# A gas occupies 100.0 mL at a pressure of 780 mm Hg. What is the volume of the gas when its pressure is increased to 880 mm Hg?

Apr 23, 2017

This question has been set by someone who has never used a mercury manometer............we gets ${V}_{2} = 87.6 \cdot m L$

#### Explanation:

One atmosphere of pressure will support a column of mercury that is $760 \cdot m m$ high. A manometer is thus a highly visual measure of the strength of a vacuum, or as a measure of atmospheric pressure.

If you put the column under a pressure greater than $1 \cdot a t m$ you are likely to get mercury all over the laboratory, where it will inhabit every crack and every cranny. This is a MAJOR cleanup job, which contract cleaners would not touch.

And so P_1="780 mm Hg"/("760 mm Hg"*atm^-1)=1.026*atm.

And so P_2="880 mm Hg"/("760 mm Hg"*atm^-1)=1.158*atm.

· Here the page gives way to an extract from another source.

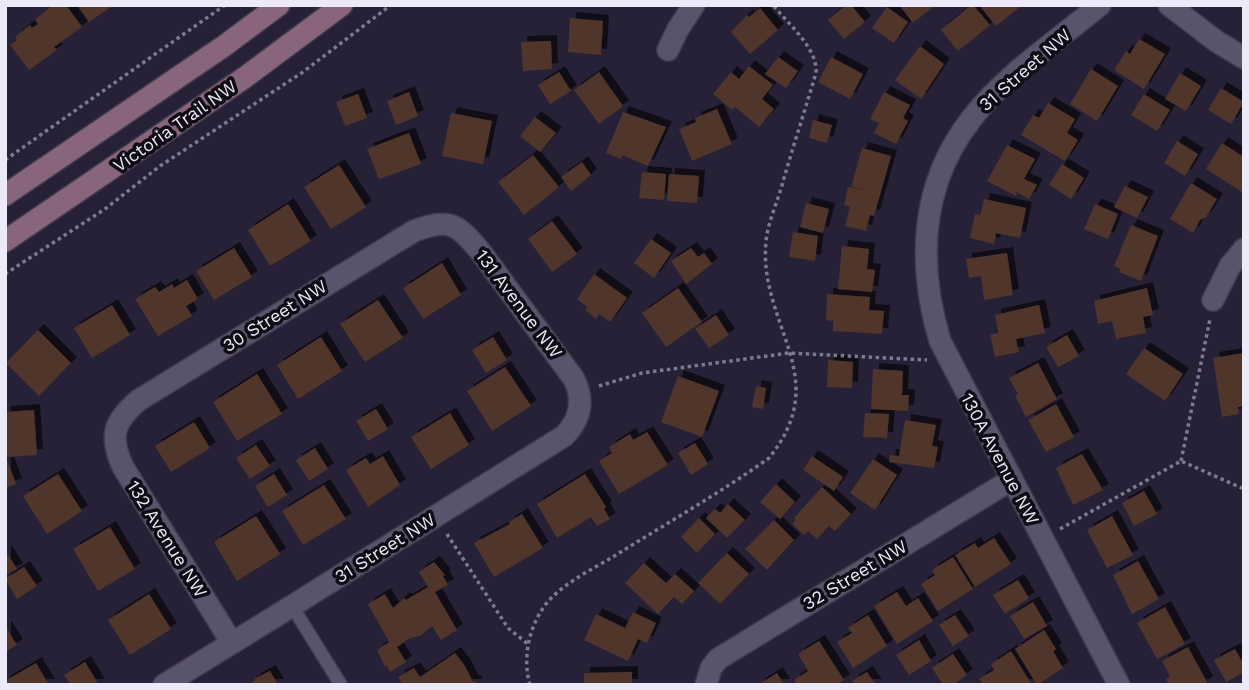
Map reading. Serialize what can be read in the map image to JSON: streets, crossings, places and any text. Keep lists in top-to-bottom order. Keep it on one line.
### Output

And now we use old $\text{Boyle's Law}$, ${P}_{1} {V}_{1} = {P}_{2} {V}_{2.} \ldots .$, and solve for

${V}_{2} = \frac{{P}_{1} {V}_{1}}{P} _ 2 = \frac{1.026 \cdot a t m \times 100.0 \cdot m L}{1.158 \cdot a t m}$

$= 87.6 \cdot m L$

The volume is slightly decreased, as we would expect, why?